Belgium soon to be the wolf crossroads of Europe?

31/08/2020

Exactly 150 years after the disappearance of the last wolf in Flanders, a new specimen appeared in North Limburg on 3 January 2018: Naya. The wolf is back – and, most likely, here to stay.

In earlier centuries, most people lived in and from the countryside. Farmers were constantly targeting wolves, who were killing their cattle and sheep. In our largest land predator, the nobility saw a formidable competitor for game hunting. In 1779, the last known wolf's nest was spotted in Lommel and in 1868, the last Flemish wolf was hunted down in Merksplas. The few remnants retreated to the mountains of Europe, and the peasants and noblemen could breathe again ...
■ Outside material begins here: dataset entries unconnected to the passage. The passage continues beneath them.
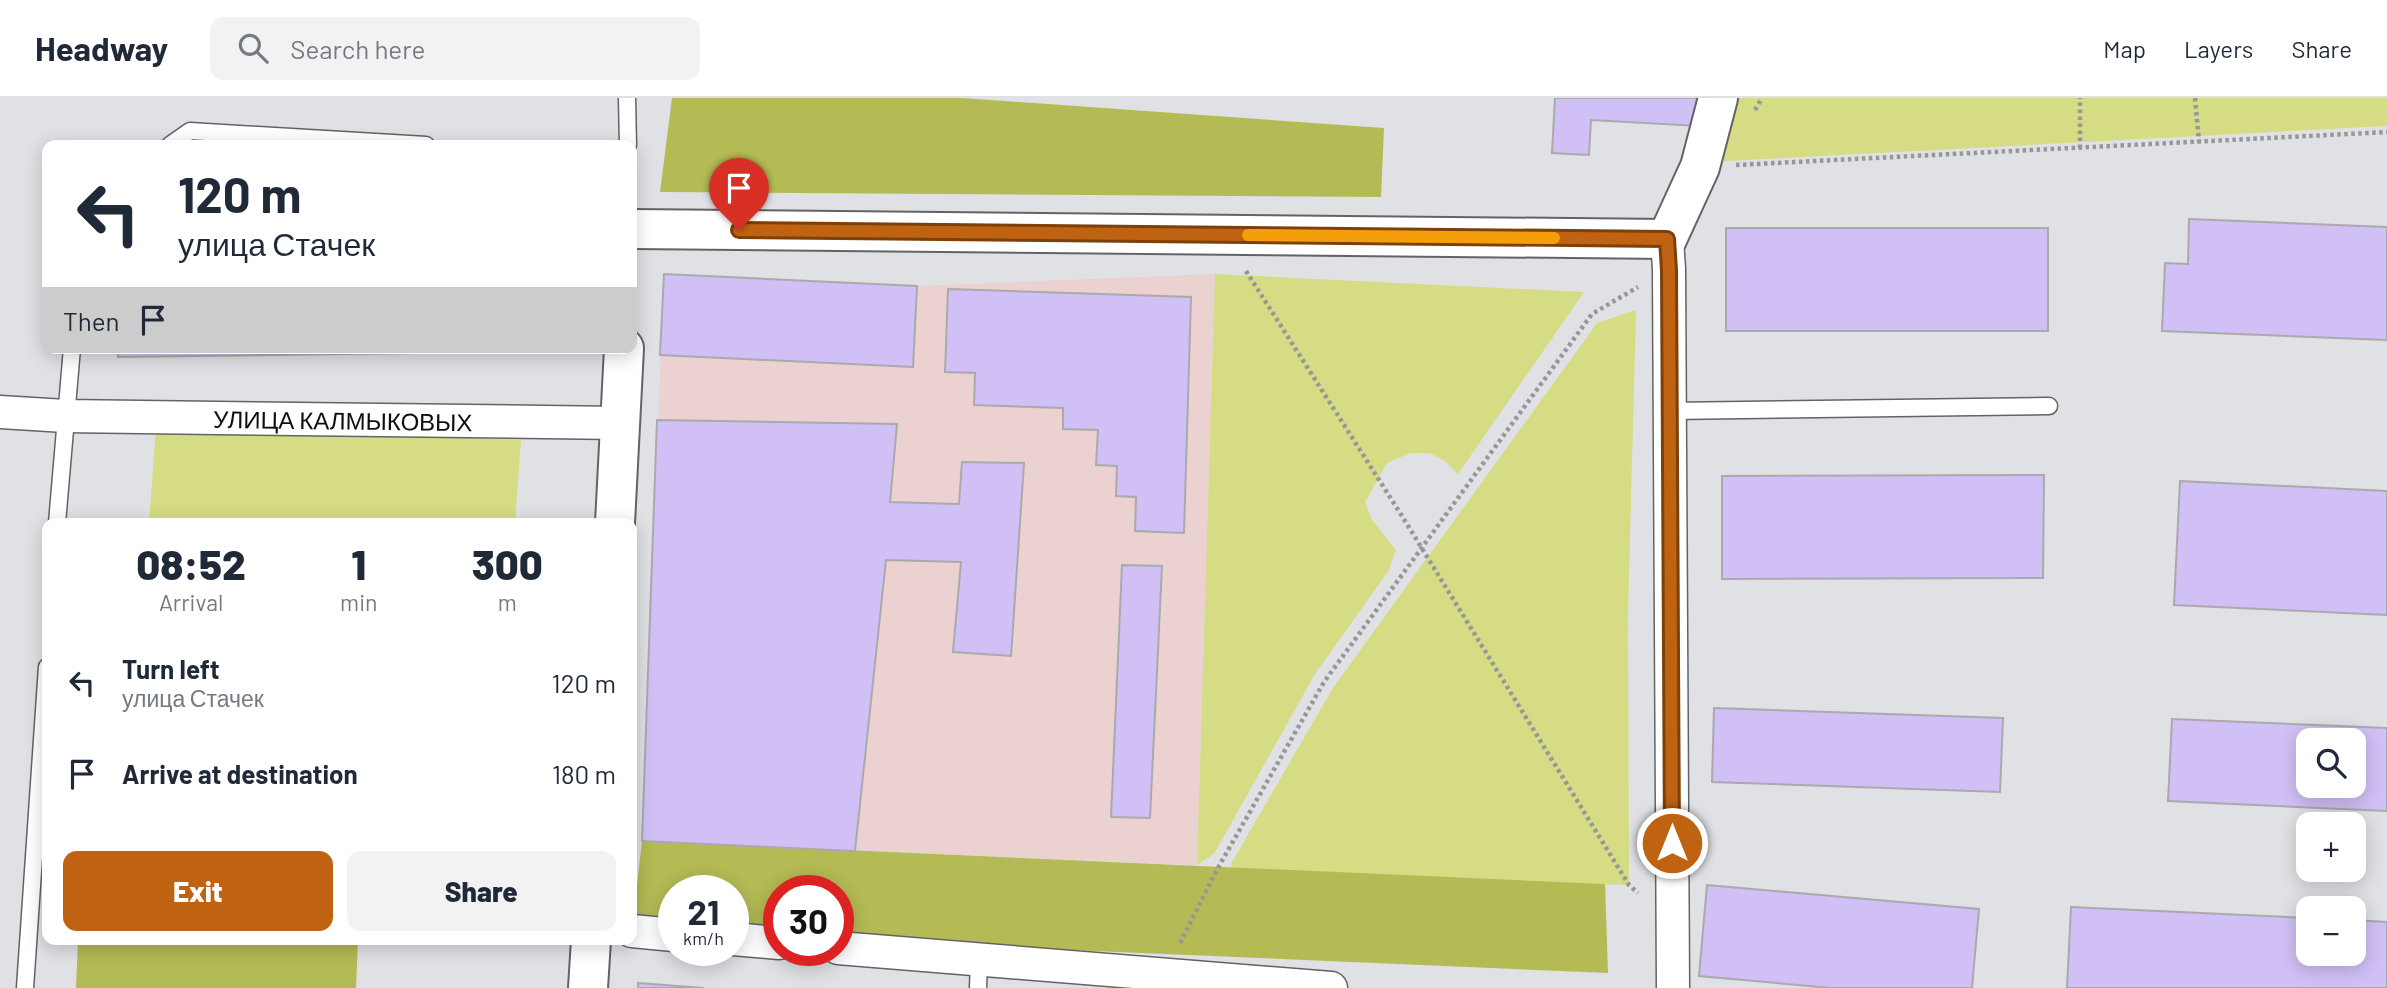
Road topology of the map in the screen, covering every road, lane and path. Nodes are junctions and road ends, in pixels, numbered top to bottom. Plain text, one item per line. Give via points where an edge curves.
1 (627, 98) edge
2 (1717, 98) edge
3 (2080, 98) edge
4 (2195, 98) edge
5 (2387, 132) edge
6 (177, 140) edge
7 (342, 140) edge
8 (628, 140) edge
9 (2199, 142) junction
10 (2080, 148) junction
11 (1700, 167) junction
12 (637, 229) edge
13 (1223, 235) junction
14 (1668, 254) junction
15 (71, 354) edge
16 (624, 354) edge
17 (2049, 406) dead end
18 (1669, 411) junction
19 (0, 412) edge
20 (65, 416) junction
21 (620, 423) junction
22 (57, 518) edge
23 (614, 518) edge
24 (1422, 549) junction
25 (42, 740) edge
26 (1673, 924) junction
27 (637, 931) edge
28 (658, 933) edge
29 (591, 945) edge
30 (854, 951) edge
31 (979, 974) edge
32 (1164, 974) junction
33 (25, 988) edge
34 (588, 988) edge
35 (1331, 988) edge
36 (1673, 988) edge

1 - 8 lane
2 - 11 street
3 - 10 path
4 - 9 path
5 - 9 path
6 - 7 lane via 190,131
9 - 10 path
10 - 11 path
11 - 14 street
12 - 13 street
13 - 14 street
13 - 24 path
14 - 18 street
14 - 24 path via 1592,314
15 - 20 lane
16 - 21 street
17 - 18 lane
18 - 26 street
19 - 20 street, УЛИЦА КАЛМЫКОВЫХ
20 - 21 street, УЛИЦА КАЛМЫКОВЫХ
20 - 22 lane
21 - 23 street
24 - 26 path via 1629,885
24 - 32 path via 1324,682 1219,866
25 - 33 lane
26 - 36 street
27 - 28 street
29 - 34 street
30 - 31 street
31 - 32 street
32 - 35 street

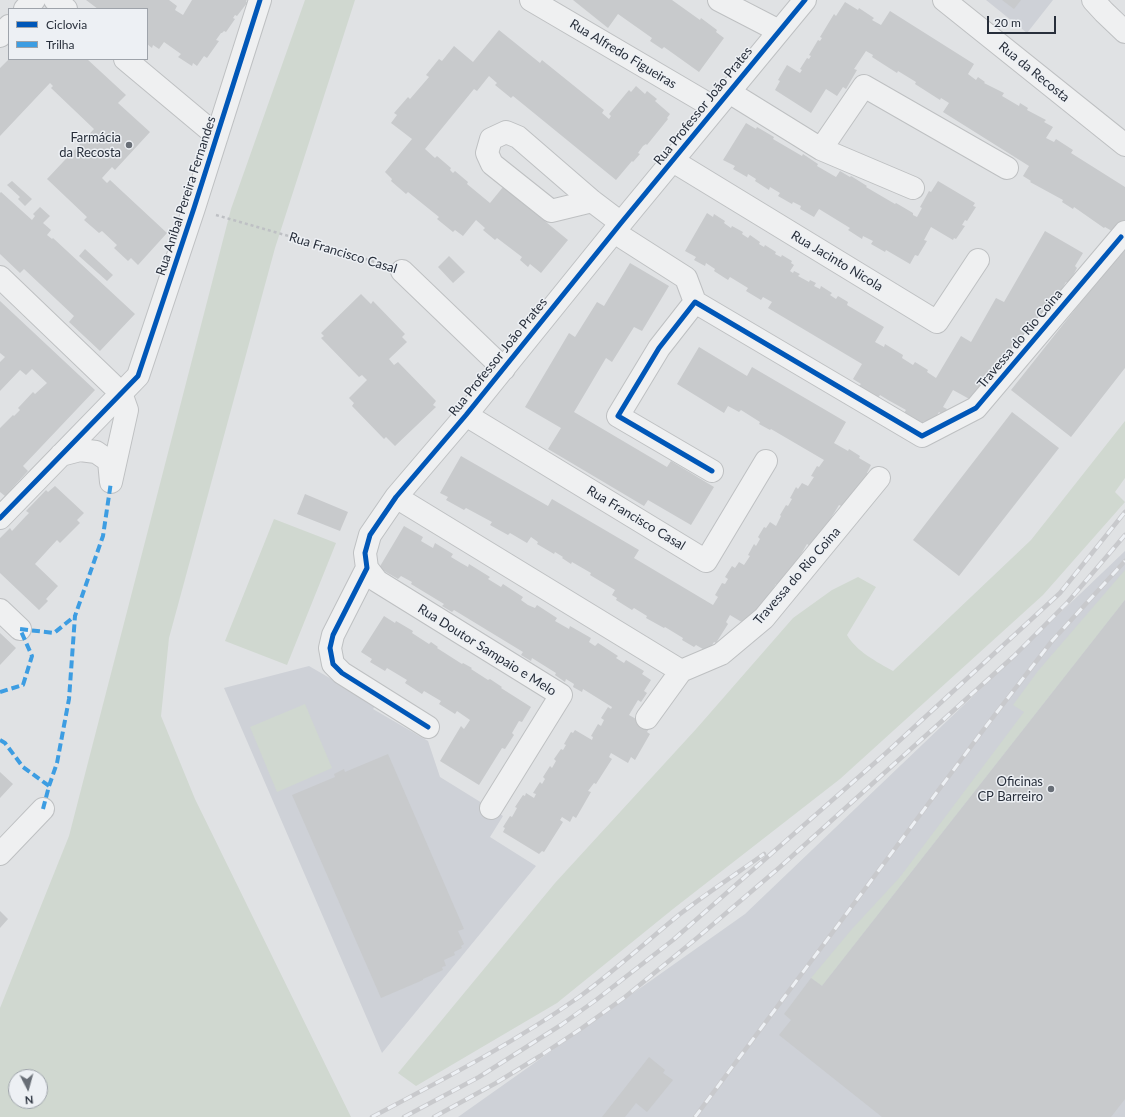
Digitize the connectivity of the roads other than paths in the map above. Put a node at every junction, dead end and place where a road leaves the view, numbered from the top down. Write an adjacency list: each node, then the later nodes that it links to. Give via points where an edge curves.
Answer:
1 (34, 0): 9 (street)
2 (55, 0): 10 (street)
3 (260, 0): 17 (street, Rua Aníbal Pereira Fernandes)
4 (531, 0): 16 (street, Rua Alfredo Figueiras)
5 (719, 0): 12 (street)
6 (805, 0): 12 (street, Rua Professor João Prates)
7 (944, 0): 18 (street, Rua da Recosta)
8 (1094, 0): 13 (street)
9 (26, 8)
10 (65, 8)
11 (8, 27): 14 (street)
12 (779, 31): 16 (street, Rua Professor João Prates)
13 (1125, 32)
14 (0, 36)
15 (127, 60): 17 (street)
16 (722, 100): 19 (street, Rua Alfredo Figueiras); 20 (street, Rua Professor João Prates)
17 (217, 136): 31 (street, Rua Aníbal Pereira Fernandes, via 138,376)
18 (1125, 145)
19 (821, 149): 21 (street, via 864,86); 22 (street, Rua Alfredo Figueiras)
20 (673, 161): 24 (street, Rua Professor João Prates); 26 (street, Rua Jacinto Nicola, via 937,322)
21 (1007, 168)
22 (913, 188)
23 (592, 201): 24 (street)
24 (617, 227): 29 (street, via 686,278); 30 (street, Rua Professor João Prates)
25 (1123, 235): 29 (street, Travessa do Rio Coina, via 976,408 922,436)
26 (978, 260)
27 (402, 271): 30 (street, Rua Francisco Casal)
28 (0, 277): 31 (street)
29 (695, 302): 35 (street, via 659,348 618,416)
30 (504, 369): 32 (street, Rua Professor João Prates)
31 (121, 393): 33 (street, Rua Aníbal Pereira Fernandes); 33 (street, via 127,410 111,482 109,461 96,452 80,450)
32 (466, 415): 34 (street, Rua Francisco Casal, via 706,561); 37 (street, Rua Professor João Prates)
33 (61, 455): 38 (street, Rua Aníbal Pereira Fernandes)
34 (766, 460)
35 (712, 471)
36 (879, 478): 42 (street, Travessa do Rio Coina, via 764,618 721,654)
37 (396, 497): 39 (street, Rua Professor João Prates, via 370,535 365,553); 42 (street)
38 (0, 518)
39 (366, 568): 44 (street, Rua Professor João Prates, via 333,635 330,648 333,664 342,673); 45 (street, Rua Doutor Sampaio e Melo, via 377,581 561,695)
40 (0, 610): 41 (street)
41 (20, 629)
42 (681, 671): 43 (street)
43 (647, 718)
44 (428, 727)
45 (491, 808)
46 (43, 809): 47 (street)
47 (0, 854)

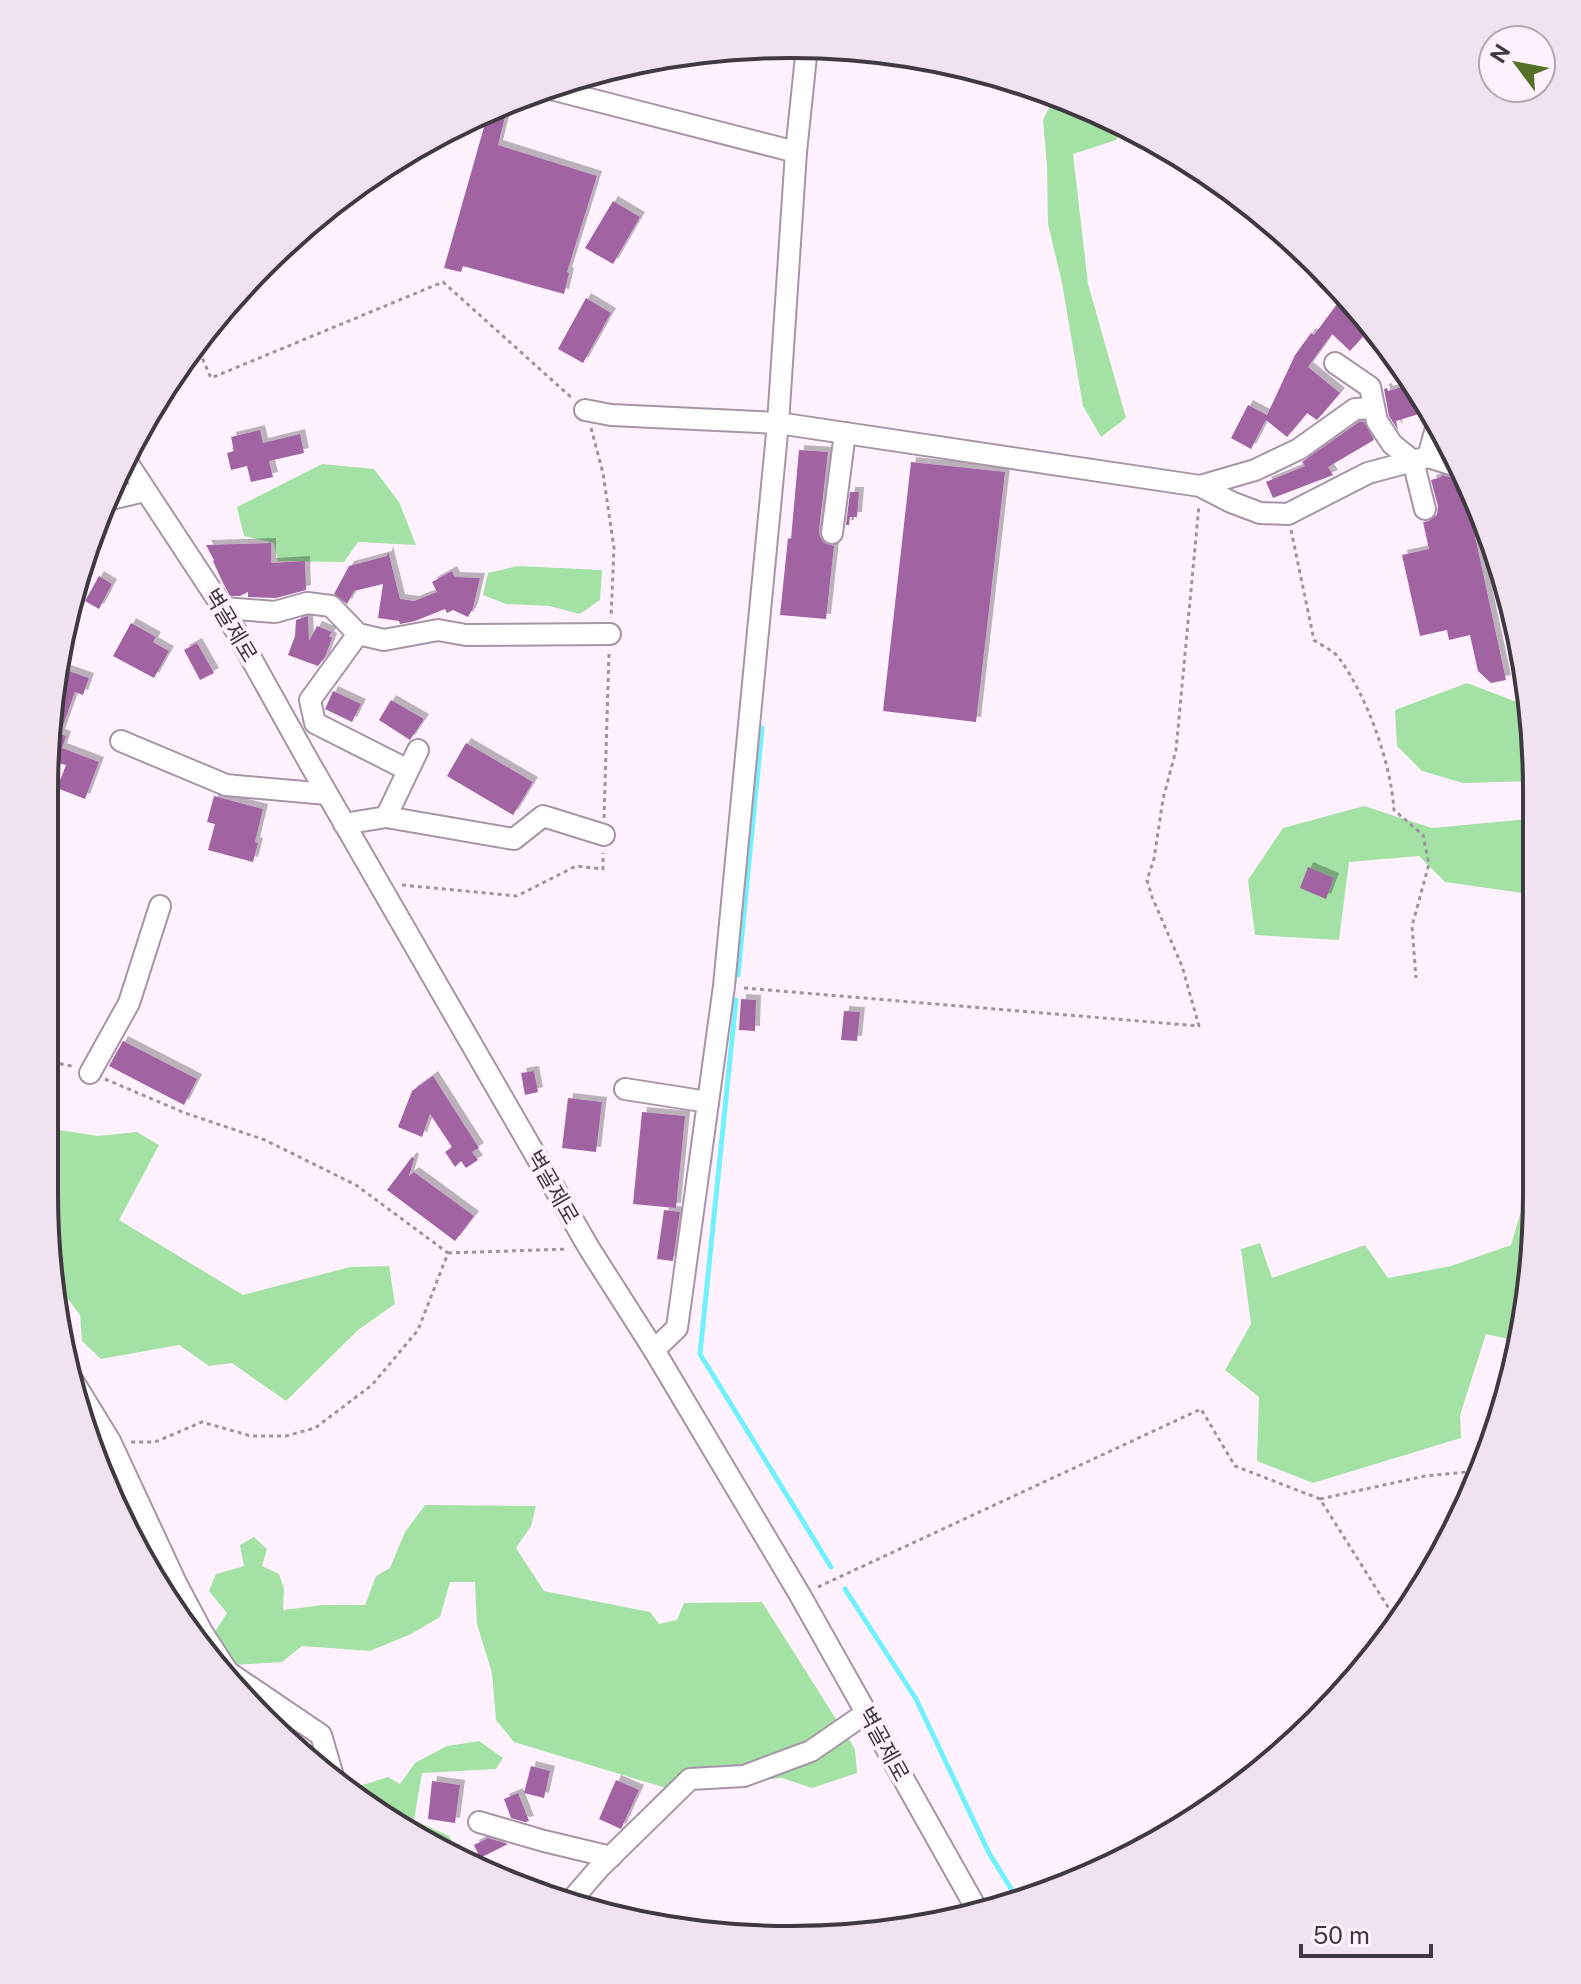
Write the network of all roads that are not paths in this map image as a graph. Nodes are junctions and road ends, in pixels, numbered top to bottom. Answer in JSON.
{"nodes":[{"id":1,"x":806,"y":59,"type":"edge"},
{"id":2,"x":567,"y":93,"type":"edge"},
{"id":3,"x":796,"y":152,"type":"junction"},
{"id":4,"x":1335,"y":363,"type":"dead end"},
{"id":5,"x":1374,"y":408,"type":"junction"},
{"id":6,"x":585,"y":410,"type":"road end"},
{"id":7,"x":778,"y":423,"type":"junction"},
{"id":8,"x":845,"y":433,"type":"junction"},
{"id":9,"x":1431,"y":436,"type":"edge"},
{"id":10,"x":1421,"y":459,"type":"junction"},
{"id":11,"x":1445,"y":464,"type":"edge"},
{"id":12,"x":132,"y":471,"type":"edge"},
{"id":13,"x":1200,"y":486,"type":"junction"},
{"id":14,"x":144,"y":491,"type":"junction"},
{"id":15,"x":120,"y":497,"type":"edge"},
{"id":16,"x":1425,"y":509,"type":"dead end"},
{"id":17,"x":832,"y":533,"type":"dead end"},
{"id":18,"x":223,"y":608,"type":"junction"},
{"id":19,"x":358,"y":634,"type":"junction"},
{"id":20,"x":610,"y":634,"type":"road end"},
{"id":21,"x":121,"y":741,"type":"dead end"},
{"id":22,"x":418,"y":750,"type":"dead end"},
{"id":23,"x":408,"y":770,"type":"junction"},
{"id":24,"x":327,"y":794,"type":"junction"},
{"id":25,"x":386,"y":817,"type":"junction"},
{"id":26,"x":344,"y":824,"type":"junction"},
{"id":27,"x":604,"y":835,"type":"road end"},
{"id":28,"x":160,"y":906,"type":"dead end"},
{"id":29,"x":90,"y":1073,"type":"road end"},
{"id":30,"x":625,"y":1089,"type":"dead end"},
{"id":31,"x":708,"y":1102,"type":"junction"},
{"id":32,"x":654,"y":1350,"type":"junction"},
{"id":33,"x":91,"y":1411,"type":"edge"},
{"id":34,"x":196,"y":1621,"type":"edge"},
{"id":35,"x":252,"y":1689,"type":"edge"},
{"id":36,"x":866,"y":1713,"type":"junction"},
{"id":37,"x":329,"y":1761,"type":"edge"},
{"id":38,"x":479,"y":1822,"type":"dead end"},
{"id":39,"x":611,"y":1857,"type":"junction"},
{"id":40,"x":577,"y":1894,"type":"edge"},
{"id":41,"x":973,"y":1903,"type":"edge"}],
"edges":[{"from":1,"to":3,"type":"street"},
{"from":2,"to":3,"type":"street"},
{"from":3,"to":7,"type":"street"},
{"from":4,"to":5,"type":"street"},
{"from":5,"to":10,"type":"street"},
{"from":5,"to":13,"type":"street"},
{"from":6,"to":7,"type":"street"},
{"from":7,"to":8,"type":"street"},
{"from":7,"to":31,"type":"street"},
{"from":8,"to":13,"type":"street"},
{"from":8,"to":17,"type":"street"},
{"from":9,"to":10,"type":"street"},
{"from":10,"to":11,"type":"street"},
{"from":10,"to":13,"type":"street"},
{"from":10,"to":16,"type":"street"},
{"from":12,"to":14,"type":"street","name":"벽골제로"},
{"from":14,"to":15,"type":"street"},
{"from":14,"to":18,"type":"street","name":"벽골제로"},
{"from":18,"to":19,"type":"street"},
{"from":18,"to":24,"type":"street","name":"벽골제로"},
{"from":19,"to":20,"type":"street"},
{"from":19,"to":23,"type":"street"},
{"from":21,"to":24,"type":"street"},
{"from":22,"to":23,"type":"street"},
{"from":23,"to":25,"type":"street"},
{"from":24,"to":26,"type":"street","name":"벽골제로"},
{"from":25,"to":26,"type":"street"},
{"from":25,"to":27,"type":"street"},
{"from":26,"to":32,"type":"street","name":"벽골제로"},
{"from":28,"to":29,"type":"street"},
{"from":30,"to":31,"type":"street"},
{"from":31,"to":32,"type":"street"},
{"from":32,"to":36,"type":"street","name":"벽골제로"},
{"from":33,"to":34,"type":"street"},
{"from":35,"to":37,"type":"street"},
{"from":36,"to":39,"type":"street"},
{"from":36,"to":41,"type":"street","name":"벽골제로"},
{"from":38,"to":39,"type":"street"},
{"from":39,"to":40,"type":"street"}]}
Until the arrival of Naya. She was born in the north of Germany in 2016. In barely two months, she headed down from Hamburg via the Netherlands to Limburg. This is what her collar shows us, which contains a transmitter and a GPS function. The DNA traces on two dead sheep also betrayed the German ancestry of Naya, of the ten other wolves observed in Flanders since January 2018 and of most of the wolves turning up in Wallonia.

There is a realistic chance that the northern (German-Polish) and southern (French-Italian) populations will soon join us. However, their numbers in Belgium will remain limited. Packs claim an extensive territory for themselves and defend it tooth and nail. We humans have no need to fear the wolf ... except perhaps for Little Red Riding Hood.